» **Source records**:
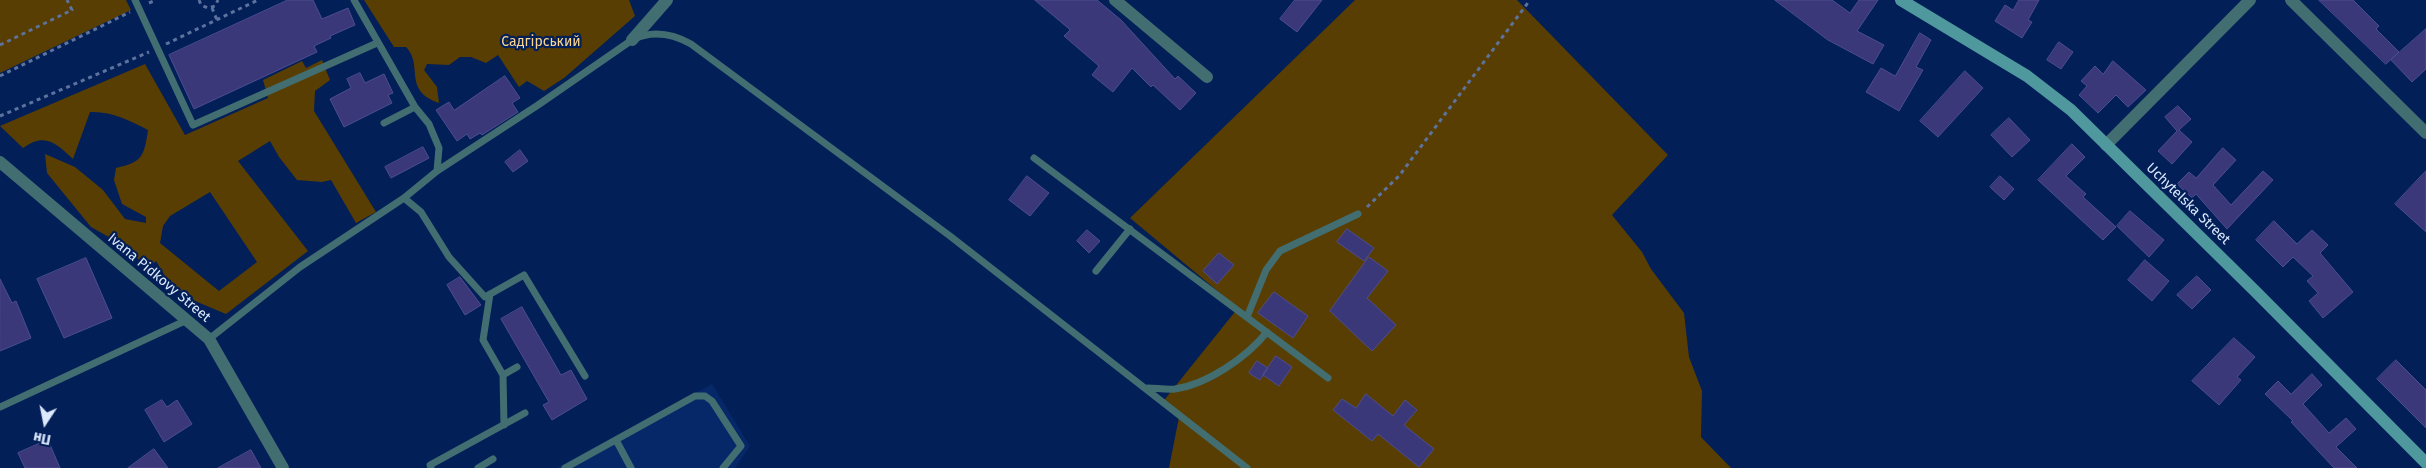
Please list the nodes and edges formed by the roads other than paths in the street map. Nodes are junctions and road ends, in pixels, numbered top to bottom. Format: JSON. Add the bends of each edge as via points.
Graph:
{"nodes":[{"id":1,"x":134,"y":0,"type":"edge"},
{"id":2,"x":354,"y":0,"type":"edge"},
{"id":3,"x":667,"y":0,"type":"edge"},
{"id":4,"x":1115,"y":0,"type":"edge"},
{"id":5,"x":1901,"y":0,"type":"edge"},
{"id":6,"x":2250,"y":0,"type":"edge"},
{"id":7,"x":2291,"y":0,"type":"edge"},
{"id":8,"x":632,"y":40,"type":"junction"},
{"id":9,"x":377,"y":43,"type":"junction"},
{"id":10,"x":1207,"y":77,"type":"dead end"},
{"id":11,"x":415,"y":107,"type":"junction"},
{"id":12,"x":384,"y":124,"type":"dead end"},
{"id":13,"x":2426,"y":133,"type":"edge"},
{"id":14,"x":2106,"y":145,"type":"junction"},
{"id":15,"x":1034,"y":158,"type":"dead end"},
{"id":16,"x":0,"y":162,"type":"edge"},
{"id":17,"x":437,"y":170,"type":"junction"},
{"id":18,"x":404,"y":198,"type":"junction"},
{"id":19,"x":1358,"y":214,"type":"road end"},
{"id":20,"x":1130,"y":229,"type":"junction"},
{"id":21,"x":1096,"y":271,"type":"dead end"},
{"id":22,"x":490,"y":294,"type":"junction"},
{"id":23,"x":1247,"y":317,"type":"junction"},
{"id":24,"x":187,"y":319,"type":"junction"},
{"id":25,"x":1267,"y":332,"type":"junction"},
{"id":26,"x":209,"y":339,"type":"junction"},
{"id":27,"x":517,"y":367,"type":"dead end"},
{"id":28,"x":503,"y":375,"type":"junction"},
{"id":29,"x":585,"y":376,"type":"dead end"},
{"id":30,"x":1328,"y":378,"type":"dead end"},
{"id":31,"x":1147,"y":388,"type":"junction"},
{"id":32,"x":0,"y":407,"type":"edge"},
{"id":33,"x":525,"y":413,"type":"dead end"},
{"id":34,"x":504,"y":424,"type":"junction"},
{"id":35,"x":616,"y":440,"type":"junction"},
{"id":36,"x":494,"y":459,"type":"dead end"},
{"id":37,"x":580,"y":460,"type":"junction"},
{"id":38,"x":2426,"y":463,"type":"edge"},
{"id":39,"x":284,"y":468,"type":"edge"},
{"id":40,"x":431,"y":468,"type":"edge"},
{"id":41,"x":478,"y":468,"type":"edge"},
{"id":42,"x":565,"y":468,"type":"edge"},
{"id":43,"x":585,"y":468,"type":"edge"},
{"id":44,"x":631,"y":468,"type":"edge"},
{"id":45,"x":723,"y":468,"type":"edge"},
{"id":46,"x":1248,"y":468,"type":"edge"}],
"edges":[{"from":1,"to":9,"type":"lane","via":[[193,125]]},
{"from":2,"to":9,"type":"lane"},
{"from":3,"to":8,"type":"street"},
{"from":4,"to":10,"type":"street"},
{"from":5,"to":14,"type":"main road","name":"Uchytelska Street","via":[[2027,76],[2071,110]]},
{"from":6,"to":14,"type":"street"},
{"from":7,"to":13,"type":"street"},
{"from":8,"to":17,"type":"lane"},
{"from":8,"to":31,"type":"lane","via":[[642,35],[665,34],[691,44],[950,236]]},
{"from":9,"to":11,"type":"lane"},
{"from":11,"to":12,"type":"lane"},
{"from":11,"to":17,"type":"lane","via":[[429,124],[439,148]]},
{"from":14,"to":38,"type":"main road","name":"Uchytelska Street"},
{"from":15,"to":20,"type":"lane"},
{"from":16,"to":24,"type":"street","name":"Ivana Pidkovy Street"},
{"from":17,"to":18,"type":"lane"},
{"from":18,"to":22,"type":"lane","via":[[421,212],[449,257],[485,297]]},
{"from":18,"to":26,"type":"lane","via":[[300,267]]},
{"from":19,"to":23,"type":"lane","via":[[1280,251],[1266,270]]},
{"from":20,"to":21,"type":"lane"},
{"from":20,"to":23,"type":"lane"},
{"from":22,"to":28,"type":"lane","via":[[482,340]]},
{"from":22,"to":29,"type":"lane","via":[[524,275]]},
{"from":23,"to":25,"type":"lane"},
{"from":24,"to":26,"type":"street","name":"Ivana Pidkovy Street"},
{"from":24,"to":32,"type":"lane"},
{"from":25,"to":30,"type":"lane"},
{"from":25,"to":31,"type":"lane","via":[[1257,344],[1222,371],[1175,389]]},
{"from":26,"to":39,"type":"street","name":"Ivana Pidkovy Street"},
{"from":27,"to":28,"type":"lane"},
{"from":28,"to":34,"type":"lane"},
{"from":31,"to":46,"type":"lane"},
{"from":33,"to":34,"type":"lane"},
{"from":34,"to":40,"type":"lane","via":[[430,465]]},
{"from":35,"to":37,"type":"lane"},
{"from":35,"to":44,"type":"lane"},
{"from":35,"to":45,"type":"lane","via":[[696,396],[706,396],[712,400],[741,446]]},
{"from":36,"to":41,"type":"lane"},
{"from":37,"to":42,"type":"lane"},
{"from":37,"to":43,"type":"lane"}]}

» **DIRECTIONS**: Every line above is to be given again exactly, apart from the pictures.

» **THE ANSWER**:
Please list the nodes and edges formed by the roads other than paths in the street map. Nodes are junctions and road ends, in pixels, numbered top to bottom. Format: JSON. Add the bends of each edge as via points.
Graph:
{"nodes":[{"id":1,"x":134,"y":0,"type":"edge"},
{"id":2,"x":354,"y":0,"type":"edge"},
{"id":3,"x":667,"y":0,"type":"edge"},
{"id":4,"x":1115,"y":0,"type":"edge"},
{"id":5,"x":1901,"y":0,"type":"edge"},
{"id":6,"x":2250,"y":0,"type":"edge"},
{"id":7,"x":2291,"y":0,"type":"edge"},
{"id":8,"x":632,"y":40,"type":"junction"},
{"id":9,"x":377,"y":43,"type":"junction"},
{"id":10,"x":1207,"y":77,"type":"dead end"},
{"id":11,"x":415,"y":107,"type":"junction"},
{"id":12,"x":384,"y":124,"type":"dead end"},
{"id":13,"x":2426,"y":133,"type":"edge"},
{"id":14,"x":2106,"y":145,"type":"junction"},
{"id":15,"x":1034,"y":158,"type":"dead end"},
{"id":16,"x":0,"y":162,"type":"edge"},
{"id":17,"x":437,"y":170,"type":"junction"},
{"id":18,"x":404,"y":198,"type":"junction"},
{"id":19,"x":1358,"y":214,"type":"road end"},
{"id":20,"x":1130,"y":229,"type":"junction"},
{"id":21,"x":1096,"y":271,"type":"dead end"},
{"id":22,"x":490,"y":294,"type":"junction"},
{"id":23,"x":1247,"y":317,"type":"junction"},
{"id":24,"x":187,"y":319,"type":"junction"},
{"id":25,"x":1267,"y":332,"type":"junction"},
{"id":26,"x":209,"y":339,"type":"junction"},
{"id":27,"x":517,"y":367,"type":"dead end"},
{"id":28,"x":503,"y":375,"type":"junction"},
{"id":29,"x":585,"y":376,"type":"dead end"},
{"id":30,"x":1328,"y":378,"type":"dead end"},
{"id":31,"x":1147,"y":388,"type":"junction"},
{"id":32,"x":0,"y":407,"type":"edge"},
{"id":33,"x":525,"y":413,"type":"dead end"},
{"id":34,"x":504,"y":424,"type":"junction"},
{"id":35,"x":616,"y":440,"type":"junction"},
{"id":36,"x":494,"y":459,"type":"dead end"},
{"id":37,"x":580,"y":460,"type":"junction"},
{"id":38,"x":2426,"y":463,"type":"edge"},
{"id":39,"x":284,"y":468,"type":"edge"},
{"id":40,"x":431,"y":468,"type":"edge"},
{"id":41,"x":478,"y":468,"type":"edge"},
{"id":42,"x":565,"y":468,"type":"edge"},
{"id":43,"x":585,"y":468,"type":"edge"},
{"id":44,"x":631,"y":468,"type":"edge"},
{"id":45,"x":723,"y":468,"type":"edge"},
{"id":46,"x":1248,"y":468,"type":"edge"}],
"edges":[{"from":1,"to":9,"type":"lane","via":[[193,125]]},
{"from":2,"to":9,"type":"lane"},
{"from":3,"to":8,"type":"street"},
{"from":4,"to":10,"type":"street"},
{"from":5,"to":14,"type":"main road","name":"Uchytelska Street","via":[[2027,76],[2071,110]]},
{"from":6,"to":14,"type":"street"},
{"from":7,"to":13,"type":"street"},
{"from":8,"to":17,"type":"lane"},
{"from":8,"to":31,"type":"lane","via":[[642,35],[665,34],[691,44],[950,236]]},
{"from":9,"to":11,"type":"lane"},
{"from":11,"to":12,"type":"lane"},
{"from":11,"to":17,"type":"lane","via":[[429,124],[439,148]]},
{"from":14,"to":38,"type":"main road","name":"Uchytelska Street"},
{"from":15,"to":20,"type":"lane"},
{"from":16,"to":24,"type":"street","name":"Ivana Pidkovy Street"},
{"from":17,"to":18,"type":"lane"},
{"from":18,"to":22,"type":"lane","via":[[421,212],[449,257],[485,297]]},
{"from":18,"to":26,"type":"lane","via":[[300,267]]},
{"from":19,"to":23,"type":"lane","via":[[1280,251],[1266,270]]},
{"from":20,"to":21,"type":"lane"},
{"from":20,"to":23,"type":"lane"},
{"from":22,"to":28,"type":"lane","via":[[482,340]]},
{"from":22,"to":29,"type":"lane","via":[[524,275]]},
{"from":23,"to":25,"type":"lane"},
{"from":24,"to":26,"type":"street","name":"Ivana Pidkovy Street"},
{"from":24,"to":32,"type":"lane"},
{"from":25,"to":30,"type":"lane"},
{"from":25,"to":31,"type":"lane","via":[[1257,344],[1222,371],[1175,389]]},
{"from":26,"to":39,"type":"street","name":"Ivana Pidkovy Street"},
{"from":27,"to":28,"type":"lane"},
{"from":28,"to":34,"type":"lane"},
{"from":31,"to":46,"type":"lane"},
{"from":33,"to":34,"type":"lane"},
{"from":34,"to":40,"type":"lane","via":[[430,465]]},
{"from":35,"to":37,"type":"lane"},
{"from":35,"to":44,"type":"lane"},
{"from":35,"to":45,"type":"lane","via":[[696,396],[706,396],[712,400],[741,446]]},
{"from":36,"to":41,"type":"lane"},
{"from":37,"to":42,"type":"lane"},
{"from":37,"to":43,"type":"lane"}]}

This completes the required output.